Sunday, July 15, 2007

The Code on Arnold's Car

Title: Oates's 'Where Are You Going, Where Have You Been?', By: Piwinski, David J., Explicator, 00144940, March 1, 1991, Vol. 49, Issue 3
Database: MLA International Bibliography

In interpreting the numbers 33, 19, 17, which are painted on the side of Arnold Friend's jalopy in Joyce Carol Oates's story "Where Are You Going, Where Have You Been?" (in The Wheel of Love and Other Stories [New York: Vanguard Press, 1970]), Mark Robson claims that there exists an allusion to Judges 19:17--the number 33 referring to the fact that "Judges is the thirty-third book from the end of the Old Testament" (Explicator 40 [summer 1982]: 59-60). Robson further maintains that, if one assigns numbers to the letters of the alphabet according to a "simple numerical table," Friend's code also contains a cryptic reference to Genesis 19:17. Although I agree with C. Harold Hurley's response that Robson's biblical explication is "more ingenious than convincing" ("Cracking the Code in Oates's `Where Are You Going, Where Have You Been?' " Studies in Short Fiction 24 [winter 1987]: 62 66), I would offer a more probable scriptural allusion than the two suggested by Robson. And although Hurley's less-complicated, non-biblical interpretation of the numbers in the code--that their sum being sixty-nine indicates Friend's sexual perversity--is, in my opinion, quite consistent with Friend's character, I would suggest an explication giving a more exact accounting of the individual numbers.

A more likely Old Testament allusion than Judges 19:17 and Genesis 19:17 is to God's injunction to Abraham to leave his home in Haran for the promised Land of Canaan: "Get thee out of thy country, and from thy kindred, and from thy father's house, unto a land that I will show thee" (Genesis 12:1, King James Version).
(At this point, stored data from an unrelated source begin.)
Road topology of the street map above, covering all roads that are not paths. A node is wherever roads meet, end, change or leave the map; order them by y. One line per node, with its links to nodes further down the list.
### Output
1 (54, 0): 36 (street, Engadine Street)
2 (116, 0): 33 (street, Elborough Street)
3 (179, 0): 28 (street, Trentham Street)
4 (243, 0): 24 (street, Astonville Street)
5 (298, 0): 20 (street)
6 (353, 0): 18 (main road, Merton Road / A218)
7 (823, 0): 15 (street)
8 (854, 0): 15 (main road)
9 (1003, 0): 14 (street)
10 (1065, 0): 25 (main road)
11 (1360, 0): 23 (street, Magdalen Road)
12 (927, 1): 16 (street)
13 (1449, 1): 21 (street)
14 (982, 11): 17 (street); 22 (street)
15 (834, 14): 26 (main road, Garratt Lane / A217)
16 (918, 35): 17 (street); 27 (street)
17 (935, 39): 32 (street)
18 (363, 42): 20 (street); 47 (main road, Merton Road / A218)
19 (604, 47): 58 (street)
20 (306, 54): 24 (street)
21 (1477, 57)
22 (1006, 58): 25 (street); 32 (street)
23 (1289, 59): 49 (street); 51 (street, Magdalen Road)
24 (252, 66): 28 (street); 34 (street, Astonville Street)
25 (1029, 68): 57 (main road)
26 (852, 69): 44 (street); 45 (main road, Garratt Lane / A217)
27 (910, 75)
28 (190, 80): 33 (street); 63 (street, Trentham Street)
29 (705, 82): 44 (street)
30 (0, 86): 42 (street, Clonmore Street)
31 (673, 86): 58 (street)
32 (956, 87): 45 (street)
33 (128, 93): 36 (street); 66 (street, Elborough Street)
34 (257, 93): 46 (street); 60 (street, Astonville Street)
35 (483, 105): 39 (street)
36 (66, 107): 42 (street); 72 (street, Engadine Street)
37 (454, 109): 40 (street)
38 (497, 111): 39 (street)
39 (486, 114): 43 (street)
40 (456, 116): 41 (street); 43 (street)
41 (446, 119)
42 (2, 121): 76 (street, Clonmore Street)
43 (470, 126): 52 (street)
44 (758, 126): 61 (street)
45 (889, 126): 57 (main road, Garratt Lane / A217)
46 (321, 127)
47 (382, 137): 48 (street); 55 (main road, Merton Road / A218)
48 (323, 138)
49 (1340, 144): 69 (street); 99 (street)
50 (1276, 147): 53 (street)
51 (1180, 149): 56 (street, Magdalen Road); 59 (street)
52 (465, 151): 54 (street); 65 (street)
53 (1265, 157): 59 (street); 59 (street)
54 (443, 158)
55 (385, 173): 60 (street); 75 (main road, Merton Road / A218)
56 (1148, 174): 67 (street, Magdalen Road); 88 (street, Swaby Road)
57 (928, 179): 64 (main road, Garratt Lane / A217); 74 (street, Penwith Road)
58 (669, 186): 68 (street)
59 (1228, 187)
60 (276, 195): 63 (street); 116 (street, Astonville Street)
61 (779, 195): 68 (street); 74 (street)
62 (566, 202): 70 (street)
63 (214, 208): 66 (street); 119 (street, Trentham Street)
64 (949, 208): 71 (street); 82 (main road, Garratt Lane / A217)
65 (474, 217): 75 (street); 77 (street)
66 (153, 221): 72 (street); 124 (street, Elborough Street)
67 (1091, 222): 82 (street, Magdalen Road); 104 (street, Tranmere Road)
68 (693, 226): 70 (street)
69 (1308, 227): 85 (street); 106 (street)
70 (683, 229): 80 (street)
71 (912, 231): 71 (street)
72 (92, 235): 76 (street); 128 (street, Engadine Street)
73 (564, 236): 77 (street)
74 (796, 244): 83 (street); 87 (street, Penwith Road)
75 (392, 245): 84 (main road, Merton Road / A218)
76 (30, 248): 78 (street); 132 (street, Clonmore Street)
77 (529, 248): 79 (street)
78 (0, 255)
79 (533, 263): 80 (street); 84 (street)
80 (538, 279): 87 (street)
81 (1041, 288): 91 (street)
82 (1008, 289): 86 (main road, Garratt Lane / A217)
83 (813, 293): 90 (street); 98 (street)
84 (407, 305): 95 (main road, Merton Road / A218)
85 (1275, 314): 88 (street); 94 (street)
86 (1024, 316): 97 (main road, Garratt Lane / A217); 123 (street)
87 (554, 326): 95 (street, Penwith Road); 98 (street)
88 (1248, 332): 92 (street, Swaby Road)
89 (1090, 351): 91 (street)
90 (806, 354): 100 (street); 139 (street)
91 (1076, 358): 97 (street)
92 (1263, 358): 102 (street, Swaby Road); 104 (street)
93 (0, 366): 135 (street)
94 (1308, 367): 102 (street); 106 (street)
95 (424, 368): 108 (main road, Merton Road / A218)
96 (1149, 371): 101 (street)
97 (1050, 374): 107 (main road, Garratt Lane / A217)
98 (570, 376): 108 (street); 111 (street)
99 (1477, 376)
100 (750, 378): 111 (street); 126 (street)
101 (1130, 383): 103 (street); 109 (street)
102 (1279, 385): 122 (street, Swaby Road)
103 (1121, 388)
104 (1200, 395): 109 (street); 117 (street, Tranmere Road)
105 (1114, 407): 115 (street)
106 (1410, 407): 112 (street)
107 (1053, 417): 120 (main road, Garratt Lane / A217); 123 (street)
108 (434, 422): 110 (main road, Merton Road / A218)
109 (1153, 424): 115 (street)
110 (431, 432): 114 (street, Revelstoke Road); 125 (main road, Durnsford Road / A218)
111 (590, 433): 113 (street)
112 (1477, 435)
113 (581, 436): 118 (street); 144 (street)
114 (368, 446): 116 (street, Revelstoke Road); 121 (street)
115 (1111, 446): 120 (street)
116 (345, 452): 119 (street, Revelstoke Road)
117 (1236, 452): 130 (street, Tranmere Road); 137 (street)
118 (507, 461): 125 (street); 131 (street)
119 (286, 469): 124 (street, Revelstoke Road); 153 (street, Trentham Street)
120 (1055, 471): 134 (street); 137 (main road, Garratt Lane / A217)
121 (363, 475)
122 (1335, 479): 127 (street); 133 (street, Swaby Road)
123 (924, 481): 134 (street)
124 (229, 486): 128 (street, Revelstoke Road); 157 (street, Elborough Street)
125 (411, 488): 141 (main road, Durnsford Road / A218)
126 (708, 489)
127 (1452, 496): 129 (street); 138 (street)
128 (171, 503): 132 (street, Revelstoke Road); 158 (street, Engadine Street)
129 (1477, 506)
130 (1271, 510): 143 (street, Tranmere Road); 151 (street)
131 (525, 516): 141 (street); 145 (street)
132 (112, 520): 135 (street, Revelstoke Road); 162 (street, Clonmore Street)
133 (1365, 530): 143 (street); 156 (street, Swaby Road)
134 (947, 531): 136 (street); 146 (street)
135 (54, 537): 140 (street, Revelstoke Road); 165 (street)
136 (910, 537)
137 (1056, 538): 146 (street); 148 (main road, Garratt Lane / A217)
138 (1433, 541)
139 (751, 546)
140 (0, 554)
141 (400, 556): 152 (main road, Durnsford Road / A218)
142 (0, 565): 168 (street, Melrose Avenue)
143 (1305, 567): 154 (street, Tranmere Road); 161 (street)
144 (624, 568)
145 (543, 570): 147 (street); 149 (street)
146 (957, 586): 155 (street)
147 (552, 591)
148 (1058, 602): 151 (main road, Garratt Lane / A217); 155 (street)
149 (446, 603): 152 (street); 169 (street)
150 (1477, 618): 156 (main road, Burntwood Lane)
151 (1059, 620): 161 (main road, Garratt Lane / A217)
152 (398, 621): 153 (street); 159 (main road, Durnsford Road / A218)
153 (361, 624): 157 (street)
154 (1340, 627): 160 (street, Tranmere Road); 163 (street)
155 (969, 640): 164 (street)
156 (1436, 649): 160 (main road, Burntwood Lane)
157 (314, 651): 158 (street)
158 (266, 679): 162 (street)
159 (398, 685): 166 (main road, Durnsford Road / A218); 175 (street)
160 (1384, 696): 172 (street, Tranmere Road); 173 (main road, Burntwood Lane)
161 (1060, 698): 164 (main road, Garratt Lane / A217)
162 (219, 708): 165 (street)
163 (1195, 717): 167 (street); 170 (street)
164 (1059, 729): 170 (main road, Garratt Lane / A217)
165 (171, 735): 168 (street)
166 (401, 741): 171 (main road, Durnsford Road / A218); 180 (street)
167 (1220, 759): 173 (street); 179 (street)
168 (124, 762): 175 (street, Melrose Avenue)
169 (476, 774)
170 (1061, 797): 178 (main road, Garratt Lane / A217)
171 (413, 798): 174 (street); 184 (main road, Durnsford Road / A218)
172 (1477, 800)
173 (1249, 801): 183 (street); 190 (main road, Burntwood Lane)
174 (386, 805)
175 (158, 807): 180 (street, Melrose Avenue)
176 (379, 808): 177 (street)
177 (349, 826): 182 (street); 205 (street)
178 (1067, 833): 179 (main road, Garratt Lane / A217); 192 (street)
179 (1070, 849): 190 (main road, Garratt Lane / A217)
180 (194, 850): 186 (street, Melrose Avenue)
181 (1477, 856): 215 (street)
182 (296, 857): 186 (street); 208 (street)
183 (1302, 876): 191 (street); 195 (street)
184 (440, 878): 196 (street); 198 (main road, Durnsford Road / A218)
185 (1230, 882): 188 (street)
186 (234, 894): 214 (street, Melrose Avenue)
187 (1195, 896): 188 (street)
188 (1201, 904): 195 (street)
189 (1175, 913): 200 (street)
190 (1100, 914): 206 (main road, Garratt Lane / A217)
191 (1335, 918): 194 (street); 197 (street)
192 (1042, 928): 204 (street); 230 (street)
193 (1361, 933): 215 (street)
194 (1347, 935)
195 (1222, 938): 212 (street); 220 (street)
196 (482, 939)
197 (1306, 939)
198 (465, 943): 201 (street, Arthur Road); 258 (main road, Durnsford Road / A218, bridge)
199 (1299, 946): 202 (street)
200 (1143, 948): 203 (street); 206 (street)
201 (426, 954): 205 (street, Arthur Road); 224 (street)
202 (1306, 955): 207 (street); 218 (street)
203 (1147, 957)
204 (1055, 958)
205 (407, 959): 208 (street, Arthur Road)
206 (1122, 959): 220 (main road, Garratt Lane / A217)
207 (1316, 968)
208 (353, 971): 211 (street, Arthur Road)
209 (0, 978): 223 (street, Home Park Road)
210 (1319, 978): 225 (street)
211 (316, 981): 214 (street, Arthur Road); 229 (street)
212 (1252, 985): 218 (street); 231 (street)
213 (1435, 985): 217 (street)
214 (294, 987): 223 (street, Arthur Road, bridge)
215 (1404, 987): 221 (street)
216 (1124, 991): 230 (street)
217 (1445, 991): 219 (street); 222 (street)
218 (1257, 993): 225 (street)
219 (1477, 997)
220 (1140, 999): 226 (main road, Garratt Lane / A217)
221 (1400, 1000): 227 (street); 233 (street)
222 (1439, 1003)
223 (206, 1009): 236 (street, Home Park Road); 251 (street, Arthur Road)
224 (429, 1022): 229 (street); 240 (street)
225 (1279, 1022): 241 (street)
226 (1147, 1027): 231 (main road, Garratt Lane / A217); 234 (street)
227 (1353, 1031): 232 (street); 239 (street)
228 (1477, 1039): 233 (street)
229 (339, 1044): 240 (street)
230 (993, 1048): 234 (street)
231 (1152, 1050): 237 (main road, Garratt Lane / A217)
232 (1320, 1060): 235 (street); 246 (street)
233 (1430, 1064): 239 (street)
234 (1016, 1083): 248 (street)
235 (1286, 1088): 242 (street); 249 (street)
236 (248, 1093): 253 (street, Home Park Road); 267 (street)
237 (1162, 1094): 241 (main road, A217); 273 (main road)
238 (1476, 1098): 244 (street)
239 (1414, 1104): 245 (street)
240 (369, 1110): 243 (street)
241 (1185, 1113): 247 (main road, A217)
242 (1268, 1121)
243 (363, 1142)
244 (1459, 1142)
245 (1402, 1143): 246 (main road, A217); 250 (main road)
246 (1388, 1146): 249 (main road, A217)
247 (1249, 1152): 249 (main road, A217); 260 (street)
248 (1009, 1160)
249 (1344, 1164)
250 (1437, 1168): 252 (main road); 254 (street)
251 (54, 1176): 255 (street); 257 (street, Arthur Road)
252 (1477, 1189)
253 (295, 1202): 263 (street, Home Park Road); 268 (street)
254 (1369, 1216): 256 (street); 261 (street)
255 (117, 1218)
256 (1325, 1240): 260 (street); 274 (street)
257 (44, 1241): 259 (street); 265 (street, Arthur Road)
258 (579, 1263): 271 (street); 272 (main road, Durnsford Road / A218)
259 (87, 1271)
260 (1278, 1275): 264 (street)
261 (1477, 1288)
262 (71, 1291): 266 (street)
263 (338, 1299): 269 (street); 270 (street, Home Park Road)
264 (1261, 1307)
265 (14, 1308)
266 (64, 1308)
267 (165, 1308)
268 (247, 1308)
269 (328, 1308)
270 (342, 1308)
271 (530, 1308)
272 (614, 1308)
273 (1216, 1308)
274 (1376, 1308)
Arnold Friend's seduction of Connie is filled with ironic echoes of this verse. For example, Friend coaxes Connie to flee her "daddy's house" (52) by playing on her estrangement from her family (". . . they don't know one thing about you and never did" [53]). In enticing her to leave her "father's house" and her "kindred," Friend promises to show Connie a special land: "We'll go out to a nice field, out in the country here where it smells so nice and it's sunny" (53). He tells her that in this special place, "I'll show you what love is like, what it does" (53). In effect, Friend is offering to take her to a "promised land," which will supposedly fulfill her previous romantic fantasies about love--in particular, "the way it was in movies and promised in songs" (39). However, this promised land, with its "vast sunlit reaches . . . behind [Friend] and on all sides of him" (54), which Connie sees as she leaves her "daddy's house" in the story's final paragraph, turns out to be cruelly ironic. Unlike the land "flowing with milk and honey" (Exodus 3:8) that Abraham's descendants came to associate with Canaan, Friend's promised land is an ominous one that Connie "did not recognize except to know that she was going to it" (54)--and one that, the story implies, she will likely become a part of after she is raped and killed.
Hurley's interpretation focuses exclusively on the sum of the numbers 33, 19, 17, not accounting for the significance of each individual number in Friend's secret code. Perhaps the simplest explanation is that the code contains Friend's real age, the ages of two of his previous victims, and an elliptical numerical reference to his next victim--Connie, who happens to be 15 years old. That the first number could be Friend's true age is suggested by Connie's unsettling realization that, despite his impersonation of a teenager, he "wasn't a kid, he was much older--thirty, maybe more" (45). If 19 and 17 refer to the ages of the girls he has already seduced--and possibly raped and killed--then Oates may have had in mind three teenaged girls murdered in Tucson, Arizona, in the mid-1960s by an actual rapist-killer that, as Tom Quirk has convincingly established ("A Source for `Where Are You Going, Where Have You Been?' " Studies in Short Fiction 18 [fall 1981]: 413-19), Oates used as one of the models for Arnold Friend's character. The ages of those murdered girls--17, 15, and 13--form a decreasing progression of odd numbers. The numbers 19 and 17 in Friend's code begin a similar decreasing progression, with 15--Connie's age--being the next number in the series. Thus, Arnold Friend's code, in addition to revealing his sexual deviancy, contains a cryptic message that, when considered along with other ominous details, such as Friend's many satanic features and his putting his sign of "X" on Connie, further reinforces the impression of most readers that Connie is doomed.